- _Work to be completed_: The output should be every line below that includes the word "roads".

((

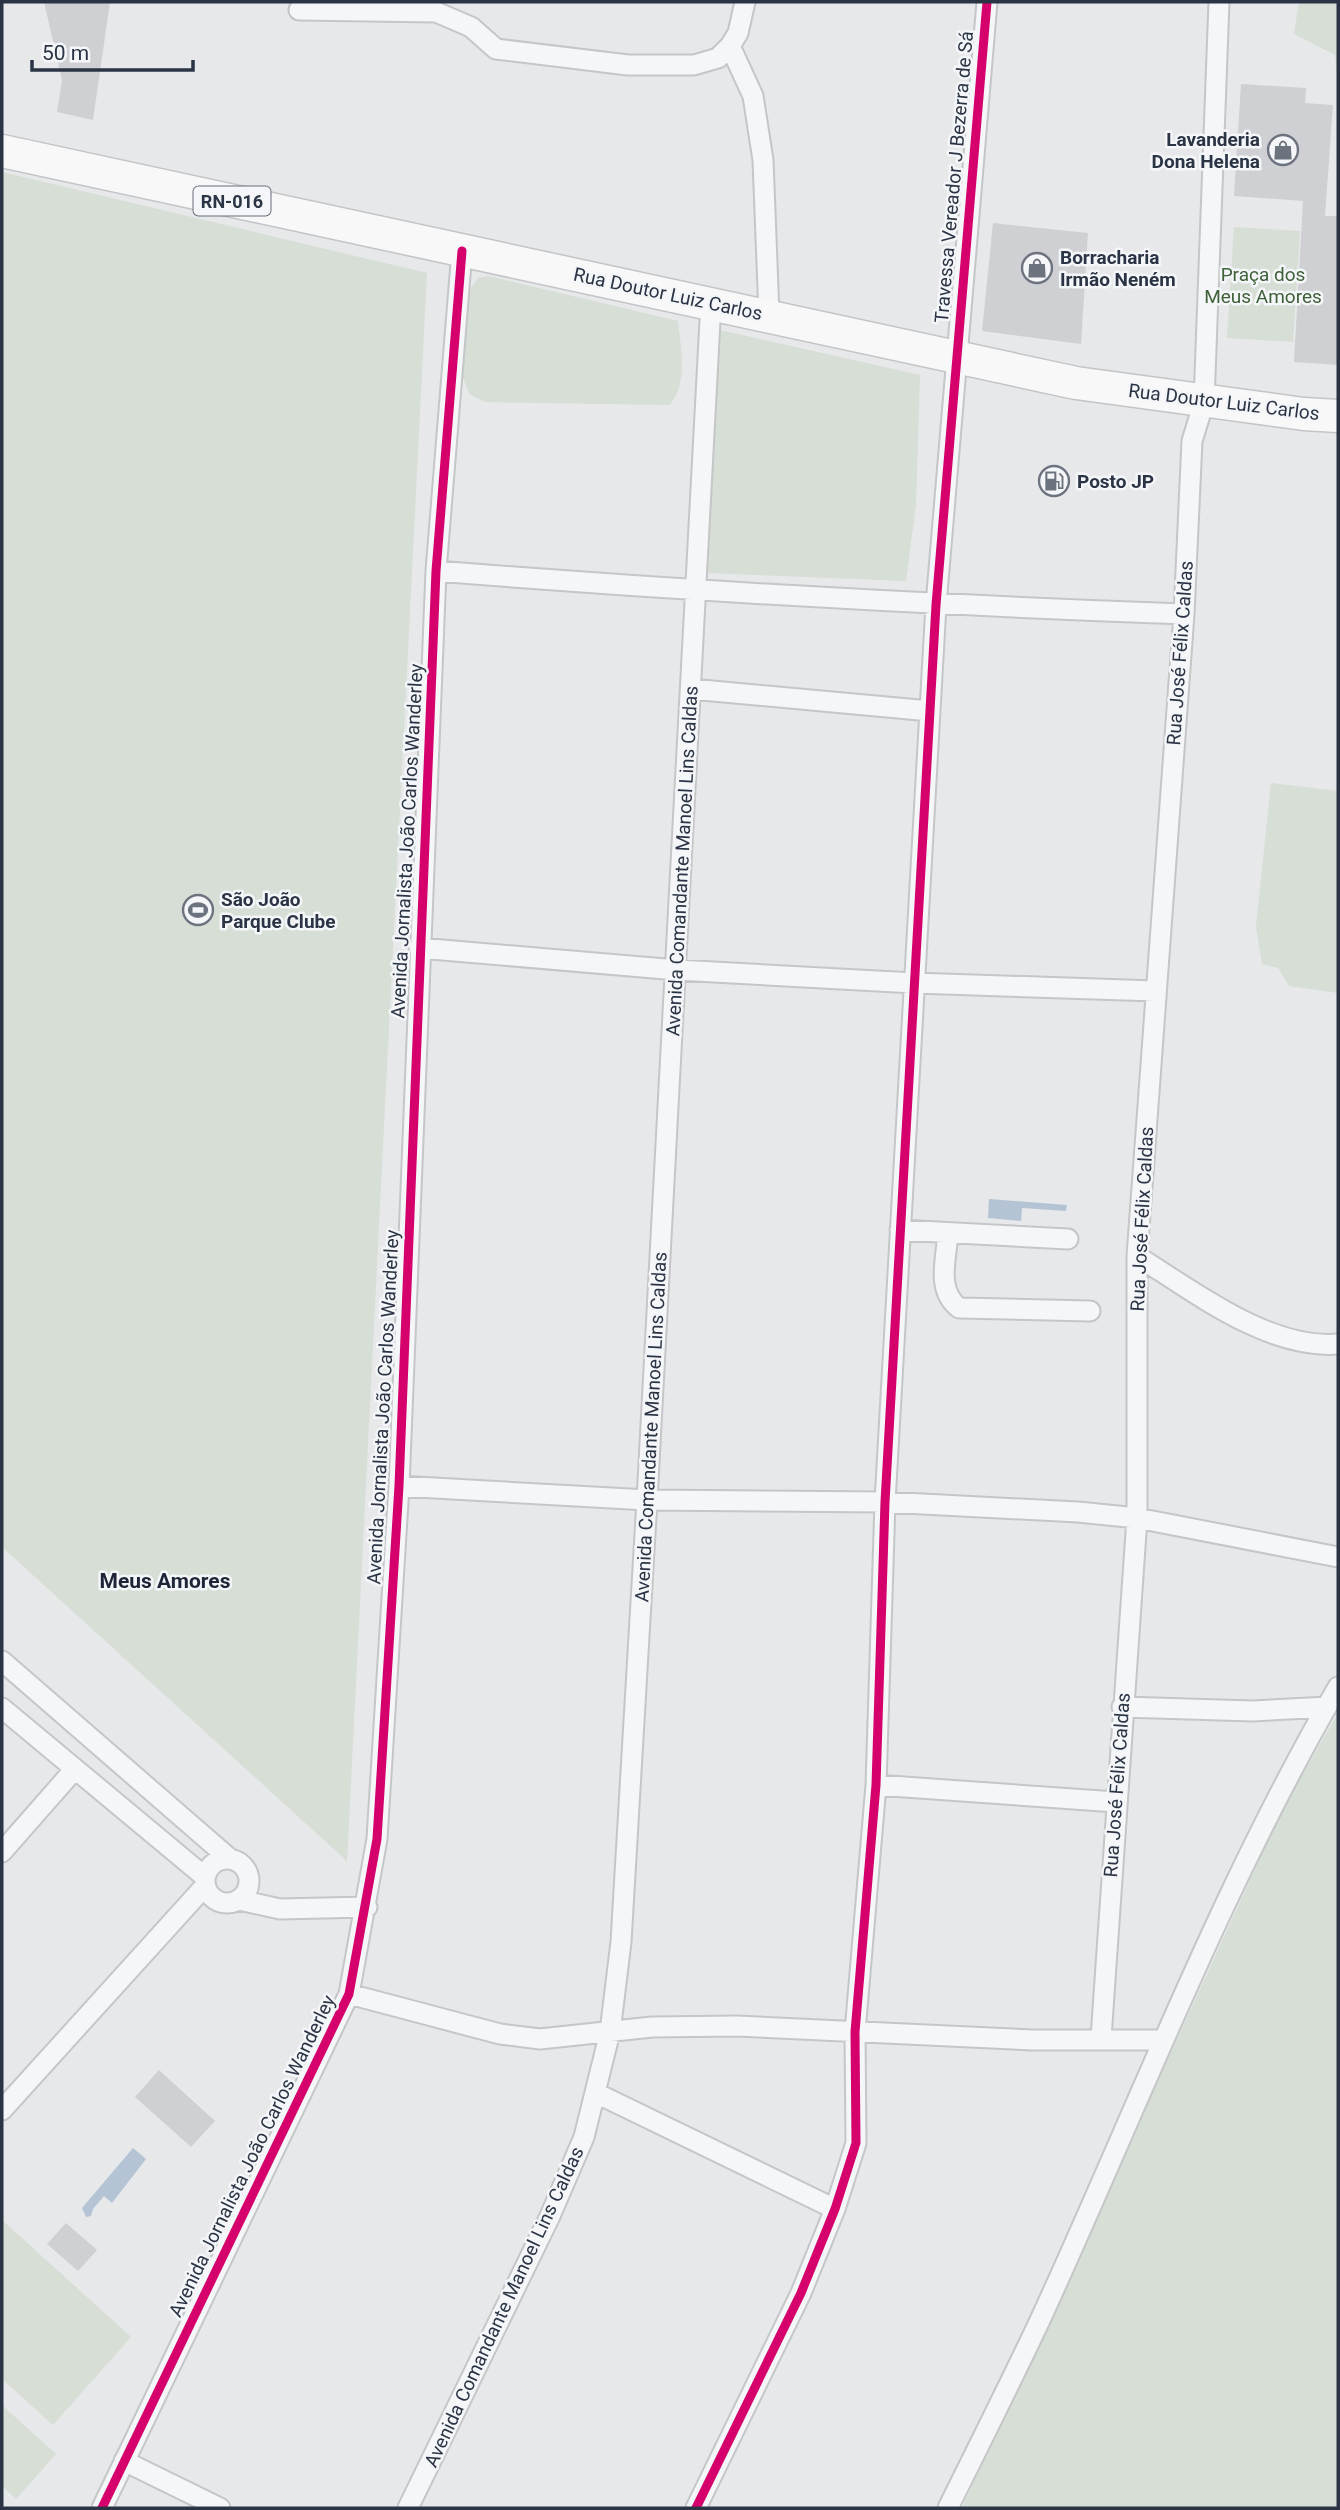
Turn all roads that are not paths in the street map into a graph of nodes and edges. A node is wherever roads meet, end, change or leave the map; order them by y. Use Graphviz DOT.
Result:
graph roads {
  1 [pos="745,2"];
  2 [pos="987,2"];
  3 [pos="1219,2"];
  4 [pos="299,9"];
  5 [pos="730,47"];
  6 [pos="2,150"];
  7 [pos="462,251"];
  8 [pos="711,303"];
  9 [pos="769,314"];
  10 [pos="957,355"];
  11 [pos="1203,401"];
  12 [pos="1338,416"];
  13 [pos="436,571"];
  14 [pos="696,592"];
  15 [pos="936,605"];
  16 [pos="1184,614"];
  17 [pos="691,689"];
  18 [pos="930,711"];
  19 [pos="419,948"];
  20 [pos="677,970"];
  21 [pos="914,983"];
  22 [pos="1156,991"];
  23 [pos="900,1230"];
  24 [pos="948,1234"];
  25 [pos="1068,1239"];
  26 [pos="1138,1256"];
  27 [pos="1090,1311"];
  28 [pos="1338,1344"];
  29 [pos="399,1486"];
  30 [pos="647,1500"];
  31 [pos="885,1502"];
  32 [pos="1137,1518"];
  33 [pos="1338,1556"];
  34 [pos="2,1661"];
  35 [pos="1338,1687"];
  36 [pos="1122,1707"];
  37 [pos="1327,1707"];
  38 [pos="2,1708"];
  39 [pos="74,1770"];
  40 [pos="876,1785"];
  41 [pos="1116,1802"];
  42 [pos="2,1852"];
  43 [pos="230,1859"];
  44 [pos="205,1882"];
  45 [pos="239,1900"];
  46 [pos="367,1908"];
  47 [pos="349,1994"];
  48 [pos="610,2032"];
  49 [pos="855,2032"];
  50 [pos="1101,2038"];
  51 [pos="1163,2040"];
  52 [pos="596,2093"];
  53 [pos="2,2110"];
  54 [pos="835,2210"];
  55 [pos="124,2461"];
  56 [pos="102,2508"];
  57 [pos="220,2508"];
  58 [pos="408,2508"];
  59 [pos="696,2508"];
  60 [pos="948,2508"];
  1 -- 5 [label="street"];
  2 -- 10 [label="street, Travessa Vereador J Bezerra de Sá"];
  3 -- 11 [label="street, Rua José Félix Caldas"];
  4 -- 5 [label="street"];
  5 -- 9 [label="street"];
  6 -- 7 [label="main road, Rua Doutor Luiz Carlos / RN-016"];
  7 -- 8 [label="main road, Rua Doutor Luiz Carlos / RN-016"];
  7 -- 13 [label="street, Avenida Jornalista João Carlos Wanderley"];
  8 -- 9 [label="main road, Rua Doutor Luiz Carlos / RN-016"];
  8 -- 14 [label="street, Avenida Comandante Manoel Lins Caldas"];
  9 -- 10 [label="main road, Rua Doutor Luiz Carlos / RN-016"];
  10 -- 11 [label="main road, Rua Doutor Luiz Carlos / RN-016"];
  10 -- 15 [label="street, Travessa Vereador J Bezerra de Sá"];
  11 -- 12 [label="main road, Rua Doutor Luiz Carlos / RN-016"];
  11 -- 16 [label="street, Rua José Félix Caldas"];
  13 -- 14 [label="street"];
  13 -- 19 [label="street, Avenida Jornalista João Carlos Wanderley"];
  14 -- 15 [label="street"];
  14 -- 17 [label="street, Avenida Comandante Manoel Lins Caldas"];
  15 -- 16 [label="street"];
  15 -- 18 [label="street, Travessa Vereador J Bezerra de Sá"];
  16 -- 22 [label="street, Rua José Félix Caldas"];
  17 -- 18 [label="street"];
  17 -- 20 [label="street, Avenida Comandante Manoel Lins Caldas"];
  18 -- 21 [label="street, Travessa Vereador J Bezerra de Sá"];
  19 -- 20 [label="street"];
  19 -- 29 [label="street, Avenida Jornalista João Carlos Wanderley"];
  20 -- 21 [label="street"];
  20 -- 30 [label="street, Avenida Comandante Manoel Lins Caldas"];
  21 -- 22 [label="street"];
  21 -- 23 [label="street, Travessa Vereador J Bezerra de Sá"];
  22 -- 26 [label="street, Rua José Félix Caldas"];
  23 -- 24 [label="street"];
  23 -- 31 [label="street, Travessa Vereador J Bezerra de Sá"];
  24 -- 25 [label="street"];
  24 -- 27 [label="street"];
  26 -- 28 [label="street"];
  26 -- 32 [label="street, Rua José Félix Caldas"];
  29 -- 30 [label="street"];
  29 -- 46 [label="street, Avenida Jornalista João Carlos Wanderley"];
  30 -- 31 [label="street"];
  30 -- 48 [label="street, Avenida Comandante Manoel Lins Caldas"];
  31 -- 32 [label="street"];
  31 -- 40 [label="street, Travessa Vereador J Bezerra de Sá"];
  32 -- 33 [label="street"];
  32 -- 36 [label="street, Rua José Félix Caldas"];
  34 -- 43 [label="street"];
  35 -- 37 [label="street"];
  36 -- 37 [label="street"];
  36 -- 41 [label="street, Rua José Félix Caldas"];
  37 -- 51 [label="street"];
  38 -- 39 [label="street"];
  39 -- 42 [label="street"];
  39 -- 44 [label="street"];
  40 -- 41 [label="street"];
  40 -- 49 [label="street, Travessa Vereador J Bezerra de Sá"];
  41 -- 50 [label="street, Rua José Félix Caldas"];
  43 -- 44 [label="street"];
  43 -- 45 [label="street"];
  44 -- 45 [label="street"];
  44 -- 53 [label="street"];
  45 -- 46 [label="street"];
  46 -- 47 [label="street, Avenida Jornalista João Carlos Wanderley"];
  47 -- 48 [label="street"];
  47 -- 55 [label="street, Avenida Jornalista João Carlos Wanderley"];
  48 -- 49 [label="street"];
  48 -- 52 [label="street, Avenida Comandante Manoel Lins Caldas"];
  49 -- 50 [label="street"];
  49 -- 54 [label="street, Travessa Vereador J Bezerra de Sá"];
  50 -- 51 [label="street"];
  51 -- 60 [label="street"];
  52 -- 54 [label="street"];
  52 -- 58 [label="street, Avenida Comandante Manoel Lins Caldas"];
  54 -- 59 [label="street, Travessa Vereador J Bezerra de Sá"];
  55 -- 56 [label="street, Avenida Jornalista João Carlos Wanderley"];
  55 -- 57 [label="street"];
}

))

- _Result below_:
Turn all roads that are not paths in the street map into a graph of nodes and edges. A node is wherever roads meet, end, change or leave the map; order them by y. Use Graphviz DOT.
graph roads {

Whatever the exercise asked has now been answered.